Saved entries:
- - -
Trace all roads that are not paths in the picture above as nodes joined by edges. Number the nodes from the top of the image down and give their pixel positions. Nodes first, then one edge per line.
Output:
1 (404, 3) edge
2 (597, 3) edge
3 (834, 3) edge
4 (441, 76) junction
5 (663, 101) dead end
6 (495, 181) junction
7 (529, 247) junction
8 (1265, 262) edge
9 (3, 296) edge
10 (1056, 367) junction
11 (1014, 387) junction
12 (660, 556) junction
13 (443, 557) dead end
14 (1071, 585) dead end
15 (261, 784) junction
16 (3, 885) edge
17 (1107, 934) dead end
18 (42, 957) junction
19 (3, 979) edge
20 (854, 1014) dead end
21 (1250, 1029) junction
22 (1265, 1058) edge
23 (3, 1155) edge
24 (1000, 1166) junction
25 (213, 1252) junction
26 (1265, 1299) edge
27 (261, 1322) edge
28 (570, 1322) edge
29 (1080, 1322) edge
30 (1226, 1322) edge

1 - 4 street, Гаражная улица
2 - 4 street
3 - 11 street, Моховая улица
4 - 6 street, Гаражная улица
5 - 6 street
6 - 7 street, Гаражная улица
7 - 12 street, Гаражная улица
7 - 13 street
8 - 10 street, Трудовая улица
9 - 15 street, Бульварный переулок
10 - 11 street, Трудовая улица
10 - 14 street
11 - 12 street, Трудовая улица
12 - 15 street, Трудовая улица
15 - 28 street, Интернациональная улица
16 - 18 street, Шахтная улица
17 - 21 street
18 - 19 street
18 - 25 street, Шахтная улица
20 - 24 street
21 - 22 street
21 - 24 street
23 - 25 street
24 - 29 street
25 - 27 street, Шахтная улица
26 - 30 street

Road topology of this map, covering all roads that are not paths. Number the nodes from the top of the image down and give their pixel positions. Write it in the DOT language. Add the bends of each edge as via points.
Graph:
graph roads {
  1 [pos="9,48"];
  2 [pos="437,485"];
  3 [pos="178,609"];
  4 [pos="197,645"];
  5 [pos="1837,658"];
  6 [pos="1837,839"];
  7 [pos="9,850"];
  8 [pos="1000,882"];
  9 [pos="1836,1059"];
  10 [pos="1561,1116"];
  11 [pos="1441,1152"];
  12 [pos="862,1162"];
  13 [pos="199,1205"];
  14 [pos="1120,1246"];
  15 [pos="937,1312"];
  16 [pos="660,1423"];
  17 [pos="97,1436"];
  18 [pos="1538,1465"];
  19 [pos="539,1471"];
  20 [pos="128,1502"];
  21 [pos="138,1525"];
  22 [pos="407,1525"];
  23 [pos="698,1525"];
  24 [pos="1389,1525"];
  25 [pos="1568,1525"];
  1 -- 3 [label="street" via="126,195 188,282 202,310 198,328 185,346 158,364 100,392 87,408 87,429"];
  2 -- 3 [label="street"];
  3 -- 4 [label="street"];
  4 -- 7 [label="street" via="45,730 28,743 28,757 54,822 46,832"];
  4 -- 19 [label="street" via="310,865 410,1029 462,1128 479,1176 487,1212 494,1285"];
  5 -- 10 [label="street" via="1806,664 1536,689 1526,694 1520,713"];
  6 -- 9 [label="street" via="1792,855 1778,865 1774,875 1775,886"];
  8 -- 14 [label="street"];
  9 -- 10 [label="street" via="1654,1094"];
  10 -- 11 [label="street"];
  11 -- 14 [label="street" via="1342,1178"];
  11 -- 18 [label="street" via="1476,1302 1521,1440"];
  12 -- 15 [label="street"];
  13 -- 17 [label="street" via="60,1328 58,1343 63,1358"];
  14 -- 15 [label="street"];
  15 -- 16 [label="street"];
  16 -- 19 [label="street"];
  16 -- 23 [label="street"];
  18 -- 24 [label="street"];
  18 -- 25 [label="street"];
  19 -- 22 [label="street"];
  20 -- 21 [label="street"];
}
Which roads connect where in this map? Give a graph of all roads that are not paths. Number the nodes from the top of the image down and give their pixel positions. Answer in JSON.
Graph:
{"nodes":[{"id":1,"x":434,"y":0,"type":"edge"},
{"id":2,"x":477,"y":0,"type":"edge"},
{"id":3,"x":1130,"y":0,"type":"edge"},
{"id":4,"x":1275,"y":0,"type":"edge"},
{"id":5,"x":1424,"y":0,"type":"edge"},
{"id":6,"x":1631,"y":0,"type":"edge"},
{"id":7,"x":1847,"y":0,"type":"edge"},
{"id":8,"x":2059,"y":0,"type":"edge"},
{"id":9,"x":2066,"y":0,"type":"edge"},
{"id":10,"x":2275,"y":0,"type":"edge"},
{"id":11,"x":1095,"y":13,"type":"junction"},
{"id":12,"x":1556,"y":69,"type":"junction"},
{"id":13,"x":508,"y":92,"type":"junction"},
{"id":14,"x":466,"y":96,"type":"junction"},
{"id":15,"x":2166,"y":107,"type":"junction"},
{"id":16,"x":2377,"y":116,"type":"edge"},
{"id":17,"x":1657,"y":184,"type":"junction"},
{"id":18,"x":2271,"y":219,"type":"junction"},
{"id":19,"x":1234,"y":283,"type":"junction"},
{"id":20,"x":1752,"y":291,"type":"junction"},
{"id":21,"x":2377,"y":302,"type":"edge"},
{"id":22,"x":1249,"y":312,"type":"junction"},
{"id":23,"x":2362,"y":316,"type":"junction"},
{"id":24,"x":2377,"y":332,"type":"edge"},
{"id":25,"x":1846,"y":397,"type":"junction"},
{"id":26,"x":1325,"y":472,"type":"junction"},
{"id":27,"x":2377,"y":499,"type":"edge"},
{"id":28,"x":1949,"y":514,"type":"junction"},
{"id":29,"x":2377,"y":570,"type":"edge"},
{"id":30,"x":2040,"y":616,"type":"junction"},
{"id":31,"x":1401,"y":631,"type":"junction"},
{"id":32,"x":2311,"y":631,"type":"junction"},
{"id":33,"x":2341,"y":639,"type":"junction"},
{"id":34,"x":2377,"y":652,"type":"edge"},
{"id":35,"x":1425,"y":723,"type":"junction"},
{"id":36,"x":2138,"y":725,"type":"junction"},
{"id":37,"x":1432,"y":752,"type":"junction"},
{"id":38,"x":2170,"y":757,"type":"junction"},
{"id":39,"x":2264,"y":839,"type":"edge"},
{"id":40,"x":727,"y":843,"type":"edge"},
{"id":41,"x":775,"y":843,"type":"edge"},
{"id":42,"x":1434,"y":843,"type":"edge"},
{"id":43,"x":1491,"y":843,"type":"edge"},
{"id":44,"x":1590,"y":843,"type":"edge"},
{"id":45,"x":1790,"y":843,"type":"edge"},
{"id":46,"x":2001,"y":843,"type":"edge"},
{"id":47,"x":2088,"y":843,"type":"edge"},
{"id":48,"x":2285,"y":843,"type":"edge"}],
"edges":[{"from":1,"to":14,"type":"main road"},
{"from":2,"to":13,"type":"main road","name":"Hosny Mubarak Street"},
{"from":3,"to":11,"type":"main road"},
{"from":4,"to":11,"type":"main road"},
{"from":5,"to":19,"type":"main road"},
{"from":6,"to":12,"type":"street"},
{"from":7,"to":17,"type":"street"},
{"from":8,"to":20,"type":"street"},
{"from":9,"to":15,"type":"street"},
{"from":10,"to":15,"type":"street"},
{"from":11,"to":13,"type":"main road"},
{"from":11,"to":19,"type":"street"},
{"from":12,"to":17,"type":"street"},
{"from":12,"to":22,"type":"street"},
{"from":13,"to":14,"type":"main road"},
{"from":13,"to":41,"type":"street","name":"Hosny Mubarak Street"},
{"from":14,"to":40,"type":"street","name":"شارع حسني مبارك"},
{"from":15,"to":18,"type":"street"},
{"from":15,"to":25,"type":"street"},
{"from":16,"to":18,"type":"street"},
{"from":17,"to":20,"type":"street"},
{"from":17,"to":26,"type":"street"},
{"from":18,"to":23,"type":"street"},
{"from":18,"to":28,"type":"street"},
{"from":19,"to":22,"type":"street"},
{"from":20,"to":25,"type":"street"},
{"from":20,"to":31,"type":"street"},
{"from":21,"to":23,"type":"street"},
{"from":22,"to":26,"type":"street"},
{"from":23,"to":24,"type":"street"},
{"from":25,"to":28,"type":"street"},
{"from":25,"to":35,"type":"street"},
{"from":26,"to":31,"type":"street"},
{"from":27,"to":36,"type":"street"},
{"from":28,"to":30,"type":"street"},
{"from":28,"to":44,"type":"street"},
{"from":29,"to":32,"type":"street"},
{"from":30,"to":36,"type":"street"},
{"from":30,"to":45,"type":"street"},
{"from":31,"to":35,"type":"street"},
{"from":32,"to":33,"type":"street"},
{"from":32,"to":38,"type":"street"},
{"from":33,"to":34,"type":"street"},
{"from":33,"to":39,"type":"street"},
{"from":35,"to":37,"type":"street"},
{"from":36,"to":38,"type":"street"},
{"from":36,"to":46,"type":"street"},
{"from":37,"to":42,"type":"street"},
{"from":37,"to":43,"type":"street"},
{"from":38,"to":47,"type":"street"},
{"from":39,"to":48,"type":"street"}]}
- - -
#### Exercise objective
From the data above, copy each line that holds "Number".

#### Exercise response
Trace all roads that are not paths in the picture above as nodes joined by edges. Number the nodes from the top of the image down and give their pixel positions. Nodes first, then one edge per line.
Road topology of this map, covering all roads that are not paths. Number the nodes from the top of the image down and give their pixel positions. Write it in the DOT language. Add the bends of each edge as via points.
Which roads connect where in this map? Give a graph of all roads that are not paths. Number the nodes from the top of the image down and give their pixel positions. Answer in JSON.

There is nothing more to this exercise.